_WORK ITEM:_ Your answer is the lines below, exactly, from the one that contains "const ctx = document.querySelector('canvas').getContext('2d');" through the one that contains "[1864,1041,1891,1050,1900,1066,1833,1066,1864,1041]", both included.

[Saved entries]
#####

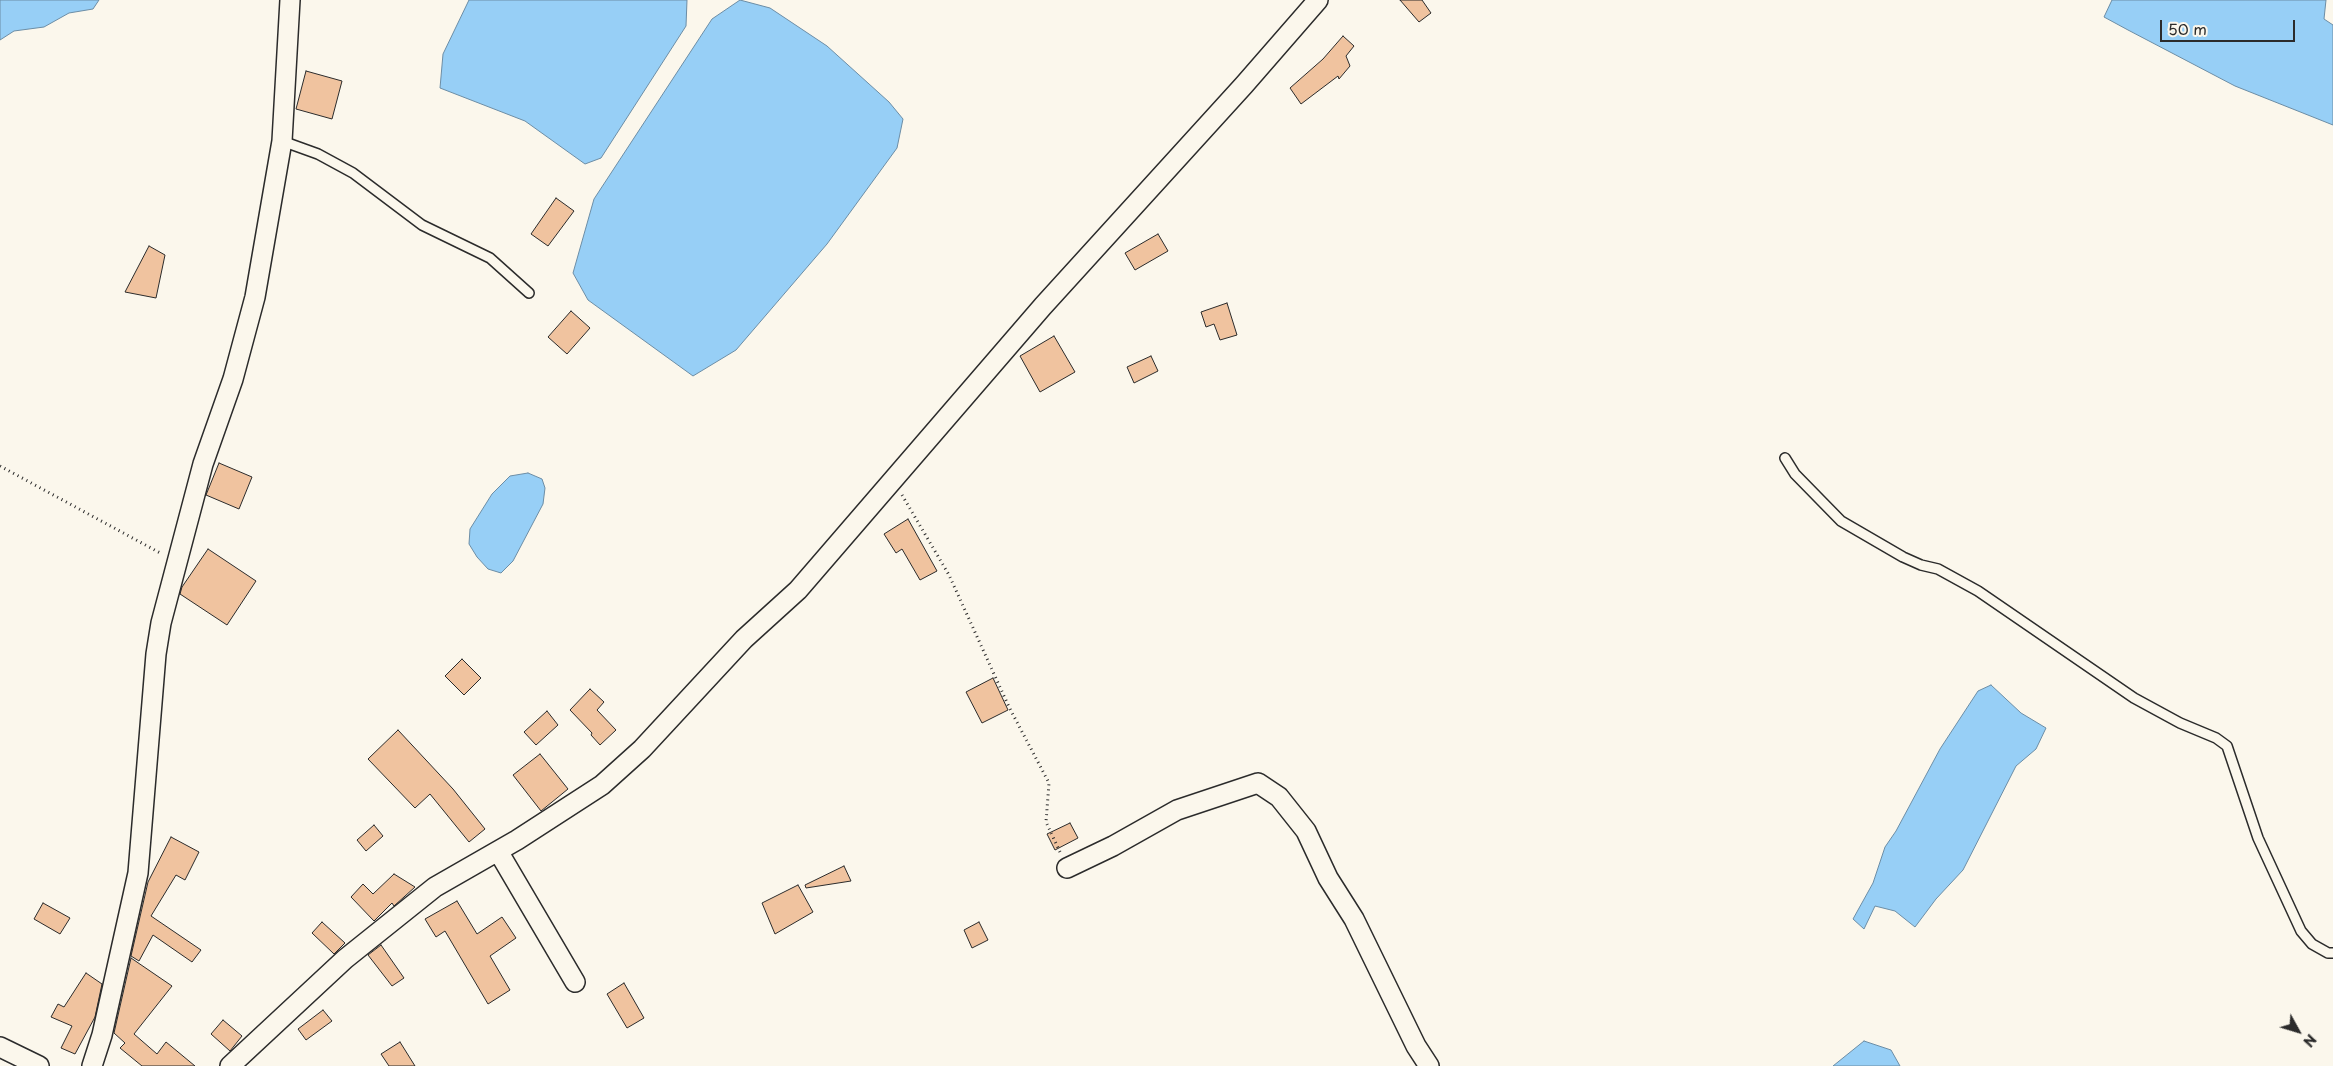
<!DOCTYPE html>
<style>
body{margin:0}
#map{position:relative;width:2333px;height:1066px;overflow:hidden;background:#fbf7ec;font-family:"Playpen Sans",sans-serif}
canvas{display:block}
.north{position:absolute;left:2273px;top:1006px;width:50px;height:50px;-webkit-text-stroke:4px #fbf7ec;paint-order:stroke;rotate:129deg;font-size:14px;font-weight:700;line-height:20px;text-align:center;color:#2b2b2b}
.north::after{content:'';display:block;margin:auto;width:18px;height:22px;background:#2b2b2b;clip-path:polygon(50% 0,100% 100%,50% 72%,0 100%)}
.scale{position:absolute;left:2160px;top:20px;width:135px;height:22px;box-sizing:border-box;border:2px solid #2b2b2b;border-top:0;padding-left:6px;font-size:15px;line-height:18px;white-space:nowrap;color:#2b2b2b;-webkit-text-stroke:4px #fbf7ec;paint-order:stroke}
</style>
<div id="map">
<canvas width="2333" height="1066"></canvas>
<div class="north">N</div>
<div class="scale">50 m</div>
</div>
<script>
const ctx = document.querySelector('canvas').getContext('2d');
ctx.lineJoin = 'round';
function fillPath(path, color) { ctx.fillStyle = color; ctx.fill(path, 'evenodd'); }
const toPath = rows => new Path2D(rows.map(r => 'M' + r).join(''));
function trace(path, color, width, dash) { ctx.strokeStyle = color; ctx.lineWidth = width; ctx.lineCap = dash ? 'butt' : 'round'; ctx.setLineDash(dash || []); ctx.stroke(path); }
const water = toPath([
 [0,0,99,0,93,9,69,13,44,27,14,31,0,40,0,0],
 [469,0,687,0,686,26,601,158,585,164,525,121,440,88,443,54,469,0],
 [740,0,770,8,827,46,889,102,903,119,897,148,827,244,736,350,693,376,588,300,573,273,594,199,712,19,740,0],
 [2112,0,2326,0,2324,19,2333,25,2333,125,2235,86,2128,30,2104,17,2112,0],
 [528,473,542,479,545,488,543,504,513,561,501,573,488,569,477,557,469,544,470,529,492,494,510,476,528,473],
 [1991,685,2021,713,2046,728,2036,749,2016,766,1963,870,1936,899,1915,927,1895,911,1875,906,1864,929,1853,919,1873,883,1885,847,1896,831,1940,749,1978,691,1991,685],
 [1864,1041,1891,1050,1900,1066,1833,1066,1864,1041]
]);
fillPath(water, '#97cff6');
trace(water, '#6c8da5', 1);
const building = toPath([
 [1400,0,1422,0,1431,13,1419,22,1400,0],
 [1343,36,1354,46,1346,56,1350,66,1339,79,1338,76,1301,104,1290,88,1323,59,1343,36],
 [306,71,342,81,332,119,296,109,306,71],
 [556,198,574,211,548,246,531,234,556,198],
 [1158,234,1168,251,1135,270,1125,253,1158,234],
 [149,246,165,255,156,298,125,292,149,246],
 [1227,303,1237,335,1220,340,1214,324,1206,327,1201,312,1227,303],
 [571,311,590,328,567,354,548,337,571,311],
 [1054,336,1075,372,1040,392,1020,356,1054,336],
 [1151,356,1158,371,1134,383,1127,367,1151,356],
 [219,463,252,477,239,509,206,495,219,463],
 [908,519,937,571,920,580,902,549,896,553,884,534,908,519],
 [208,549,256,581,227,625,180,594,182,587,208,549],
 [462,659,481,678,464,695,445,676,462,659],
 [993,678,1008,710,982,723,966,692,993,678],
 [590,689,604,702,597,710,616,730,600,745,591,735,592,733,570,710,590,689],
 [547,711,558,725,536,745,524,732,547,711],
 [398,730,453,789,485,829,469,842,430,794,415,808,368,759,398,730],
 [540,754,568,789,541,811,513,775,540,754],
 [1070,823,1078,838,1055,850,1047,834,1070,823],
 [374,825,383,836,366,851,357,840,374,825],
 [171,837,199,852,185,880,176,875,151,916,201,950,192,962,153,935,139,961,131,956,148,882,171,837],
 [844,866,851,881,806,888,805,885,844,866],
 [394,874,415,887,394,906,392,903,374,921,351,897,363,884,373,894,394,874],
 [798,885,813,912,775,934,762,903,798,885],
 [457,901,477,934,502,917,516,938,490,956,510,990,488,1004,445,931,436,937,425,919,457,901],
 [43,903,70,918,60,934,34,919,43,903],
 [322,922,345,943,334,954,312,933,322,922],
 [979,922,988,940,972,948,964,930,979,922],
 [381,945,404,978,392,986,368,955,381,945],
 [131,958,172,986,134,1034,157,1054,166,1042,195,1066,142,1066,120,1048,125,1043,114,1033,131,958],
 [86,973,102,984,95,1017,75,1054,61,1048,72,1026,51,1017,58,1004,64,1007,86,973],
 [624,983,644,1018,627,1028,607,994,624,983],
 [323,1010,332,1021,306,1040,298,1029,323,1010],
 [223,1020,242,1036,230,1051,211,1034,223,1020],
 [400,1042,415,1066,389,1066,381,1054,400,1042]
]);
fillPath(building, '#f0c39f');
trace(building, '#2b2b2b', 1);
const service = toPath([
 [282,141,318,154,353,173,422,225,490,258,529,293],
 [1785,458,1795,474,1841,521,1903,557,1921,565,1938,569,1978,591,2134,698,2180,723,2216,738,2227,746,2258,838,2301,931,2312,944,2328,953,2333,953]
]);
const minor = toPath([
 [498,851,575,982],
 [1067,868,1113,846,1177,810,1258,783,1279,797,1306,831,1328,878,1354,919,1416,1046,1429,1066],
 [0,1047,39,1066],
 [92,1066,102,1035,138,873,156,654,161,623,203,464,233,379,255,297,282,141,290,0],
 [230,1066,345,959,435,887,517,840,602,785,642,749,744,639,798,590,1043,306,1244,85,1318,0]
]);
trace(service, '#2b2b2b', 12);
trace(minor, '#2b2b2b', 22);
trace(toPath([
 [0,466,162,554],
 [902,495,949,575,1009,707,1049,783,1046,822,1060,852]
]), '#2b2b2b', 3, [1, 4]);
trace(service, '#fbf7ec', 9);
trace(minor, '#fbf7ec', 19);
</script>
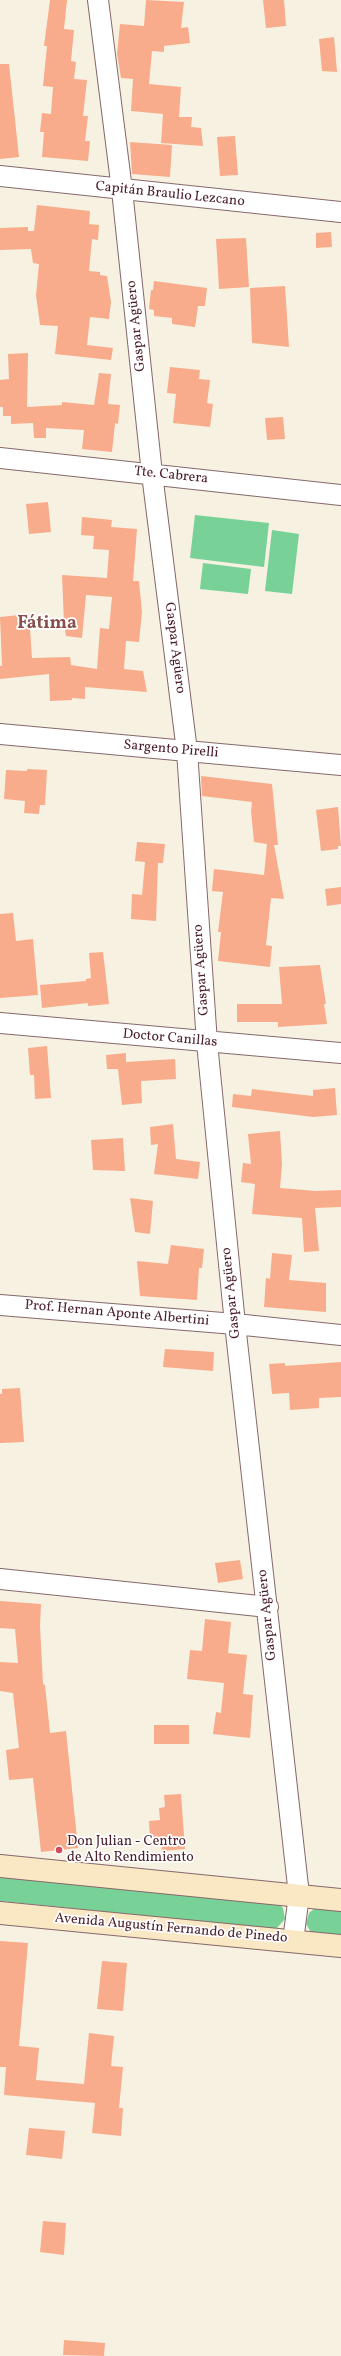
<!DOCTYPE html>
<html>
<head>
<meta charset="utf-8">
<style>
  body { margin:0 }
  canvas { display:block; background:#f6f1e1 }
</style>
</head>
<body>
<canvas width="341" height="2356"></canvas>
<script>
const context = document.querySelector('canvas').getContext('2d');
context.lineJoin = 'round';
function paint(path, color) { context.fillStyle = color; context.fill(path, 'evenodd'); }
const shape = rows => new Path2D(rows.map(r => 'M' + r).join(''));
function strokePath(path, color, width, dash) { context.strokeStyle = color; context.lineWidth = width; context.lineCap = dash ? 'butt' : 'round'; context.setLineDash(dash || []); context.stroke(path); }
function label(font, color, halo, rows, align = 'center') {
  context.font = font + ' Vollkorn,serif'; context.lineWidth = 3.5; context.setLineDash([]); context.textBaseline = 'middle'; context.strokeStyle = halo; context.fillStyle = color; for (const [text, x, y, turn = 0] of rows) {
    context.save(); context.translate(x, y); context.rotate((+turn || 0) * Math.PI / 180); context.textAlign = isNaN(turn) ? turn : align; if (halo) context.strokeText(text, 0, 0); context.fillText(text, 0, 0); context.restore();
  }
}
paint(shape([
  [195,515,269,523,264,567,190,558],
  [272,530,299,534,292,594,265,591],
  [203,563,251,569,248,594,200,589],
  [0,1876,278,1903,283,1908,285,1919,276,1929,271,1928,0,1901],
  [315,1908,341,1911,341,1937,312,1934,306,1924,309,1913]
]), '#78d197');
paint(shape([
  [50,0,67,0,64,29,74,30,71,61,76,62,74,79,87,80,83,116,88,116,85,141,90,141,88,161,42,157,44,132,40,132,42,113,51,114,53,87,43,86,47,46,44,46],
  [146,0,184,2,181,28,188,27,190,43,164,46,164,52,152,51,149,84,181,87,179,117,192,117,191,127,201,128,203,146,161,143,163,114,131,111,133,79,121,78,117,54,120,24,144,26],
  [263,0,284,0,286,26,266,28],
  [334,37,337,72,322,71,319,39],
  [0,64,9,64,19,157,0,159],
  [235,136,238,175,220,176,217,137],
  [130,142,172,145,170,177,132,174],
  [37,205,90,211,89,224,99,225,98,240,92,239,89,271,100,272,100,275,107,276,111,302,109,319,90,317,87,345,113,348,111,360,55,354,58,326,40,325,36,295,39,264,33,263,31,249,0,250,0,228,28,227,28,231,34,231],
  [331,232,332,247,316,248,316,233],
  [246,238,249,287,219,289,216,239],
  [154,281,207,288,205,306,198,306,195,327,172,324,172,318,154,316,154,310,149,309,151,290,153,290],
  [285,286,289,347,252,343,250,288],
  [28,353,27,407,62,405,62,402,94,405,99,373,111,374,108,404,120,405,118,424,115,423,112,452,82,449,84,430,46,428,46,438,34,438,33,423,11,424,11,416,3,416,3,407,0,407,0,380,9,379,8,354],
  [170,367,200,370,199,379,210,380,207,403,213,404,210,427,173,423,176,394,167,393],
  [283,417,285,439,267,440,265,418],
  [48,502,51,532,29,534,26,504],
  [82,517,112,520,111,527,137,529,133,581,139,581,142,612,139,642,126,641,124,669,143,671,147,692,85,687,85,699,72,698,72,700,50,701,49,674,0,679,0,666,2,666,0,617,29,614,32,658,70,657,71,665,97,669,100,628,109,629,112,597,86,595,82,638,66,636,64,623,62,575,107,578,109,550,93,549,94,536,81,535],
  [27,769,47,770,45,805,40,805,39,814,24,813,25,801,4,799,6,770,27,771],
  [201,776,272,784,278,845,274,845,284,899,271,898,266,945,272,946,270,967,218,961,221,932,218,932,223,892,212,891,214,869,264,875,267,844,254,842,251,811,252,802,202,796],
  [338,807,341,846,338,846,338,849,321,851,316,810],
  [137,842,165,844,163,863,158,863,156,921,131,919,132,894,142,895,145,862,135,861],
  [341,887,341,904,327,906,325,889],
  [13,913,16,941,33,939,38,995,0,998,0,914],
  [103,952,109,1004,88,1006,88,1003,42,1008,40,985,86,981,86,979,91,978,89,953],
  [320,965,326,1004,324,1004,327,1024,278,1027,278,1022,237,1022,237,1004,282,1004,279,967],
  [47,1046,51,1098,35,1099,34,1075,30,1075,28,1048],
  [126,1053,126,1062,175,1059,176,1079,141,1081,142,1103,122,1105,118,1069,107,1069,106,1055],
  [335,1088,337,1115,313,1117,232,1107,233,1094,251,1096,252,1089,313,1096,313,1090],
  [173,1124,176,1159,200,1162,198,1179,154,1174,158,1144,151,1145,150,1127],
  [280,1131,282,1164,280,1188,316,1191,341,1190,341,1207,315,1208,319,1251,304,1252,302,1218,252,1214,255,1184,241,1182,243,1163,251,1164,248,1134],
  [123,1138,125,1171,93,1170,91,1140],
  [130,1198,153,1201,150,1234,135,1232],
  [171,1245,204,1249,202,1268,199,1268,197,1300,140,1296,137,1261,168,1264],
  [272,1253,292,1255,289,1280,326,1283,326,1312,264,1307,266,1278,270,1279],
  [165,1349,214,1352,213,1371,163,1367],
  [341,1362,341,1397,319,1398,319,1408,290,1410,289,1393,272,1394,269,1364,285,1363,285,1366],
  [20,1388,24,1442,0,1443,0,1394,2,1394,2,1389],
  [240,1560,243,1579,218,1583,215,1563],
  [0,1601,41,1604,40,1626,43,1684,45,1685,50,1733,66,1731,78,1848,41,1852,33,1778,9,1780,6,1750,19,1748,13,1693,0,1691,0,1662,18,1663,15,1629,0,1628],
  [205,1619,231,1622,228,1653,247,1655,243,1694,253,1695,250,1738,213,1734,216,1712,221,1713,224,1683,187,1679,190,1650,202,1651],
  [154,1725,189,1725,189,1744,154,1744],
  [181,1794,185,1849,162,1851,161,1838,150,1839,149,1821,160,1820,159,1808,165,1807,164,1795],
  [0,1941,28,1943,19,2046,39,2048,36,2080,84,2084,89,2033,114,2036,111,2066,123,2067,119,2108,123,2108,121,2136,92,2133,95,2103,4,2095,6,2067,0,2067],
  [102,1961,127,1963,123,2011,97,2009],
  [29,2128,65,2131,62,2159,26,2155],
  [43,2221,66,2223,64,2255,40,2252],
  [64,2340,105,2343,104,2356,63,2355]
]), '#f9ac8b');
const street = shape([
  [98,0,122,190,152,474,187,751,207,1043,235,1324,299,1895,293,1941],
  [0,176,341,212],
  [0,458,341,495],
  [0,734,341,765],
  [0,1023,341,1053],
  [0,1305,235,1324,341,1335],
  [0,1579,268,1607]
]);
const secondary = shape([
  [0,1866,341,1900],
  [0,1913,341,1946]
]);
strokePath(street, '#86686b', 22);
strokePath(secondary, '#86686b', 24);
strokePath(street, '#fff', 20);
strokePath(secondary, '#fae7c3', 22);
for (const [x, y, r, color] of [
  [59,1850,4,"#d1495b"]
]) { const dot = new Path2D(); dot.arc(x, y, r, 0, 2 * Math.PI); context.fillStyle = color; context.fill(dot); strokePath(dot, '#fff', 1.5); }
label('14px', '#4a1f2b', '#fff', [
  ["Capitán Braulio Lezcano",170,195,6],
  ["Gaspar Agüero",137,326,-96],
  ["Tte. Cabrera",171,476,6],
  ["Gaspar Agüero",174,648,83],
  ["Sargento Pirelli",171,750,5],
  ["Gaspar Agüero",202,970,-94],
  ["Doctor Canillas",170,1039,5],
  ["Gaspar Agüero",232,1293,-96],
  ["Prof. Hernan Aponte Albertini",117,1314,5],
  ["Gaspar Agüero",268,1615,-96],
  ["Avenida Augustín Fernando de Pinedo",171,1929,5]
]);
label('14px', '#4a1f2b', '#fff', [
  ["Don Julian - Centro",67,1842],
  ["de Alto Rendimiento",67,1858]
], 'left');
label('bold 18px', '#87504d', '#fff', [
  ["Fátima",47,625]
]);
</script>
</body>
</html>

#####

_EXERCISE RESPONSE:_
const ctx = document.querySelector('canvas').getContext('2d');
ctx.lineJoin = 'round';
function fillPath(path, color) { ctx.fillStyle = color; ctx.fill(path, 'evenodd'); }
const toPath = rows => new Path2D(rows.map(r => 'M' + r).join(''));
function trace(path, color, width, dash) { ctx.strokeStyle = color; ctx.lineWidth = width; ctx.lineCap = dash ? 'butt' : 'round'; ctx.setLineDash(dash || []); ctx.stroke(path); }
const water = toPath([
 [0,0,99,0,93,9,69,13,44,27,14,31,0,40,0,0],
 [469,0,687,0,686,26,601,158,585,164,525,121,440,88,443,54,469,0],
 [740,0,770,8,827,46,889,102,903,119,897,148,827,244,736,350,693,376,588,300,573,273,594,199,712,19,740,0],
 [2112,0,2326,0,2324,19,2333,25,2333,125,2235,86,2128,30,2104,17,2112,0],
 [528,473,542,479,545,488,543,504,513,561,501,573,488,569,477,557,469,544,470,529,492,494,510,476,528,473],
 [1991,685,2021,713,2046,728,2036,749,2016,766,1963,870,1936,899,1915,927,1895,911,1875,906,1864,929,1853,919,1873,883,1885,847,1896,831,1940,749,1978,691,1991,685],
 [1864,1041,1891,1050,1900,1066,1833,1066,1864,1041]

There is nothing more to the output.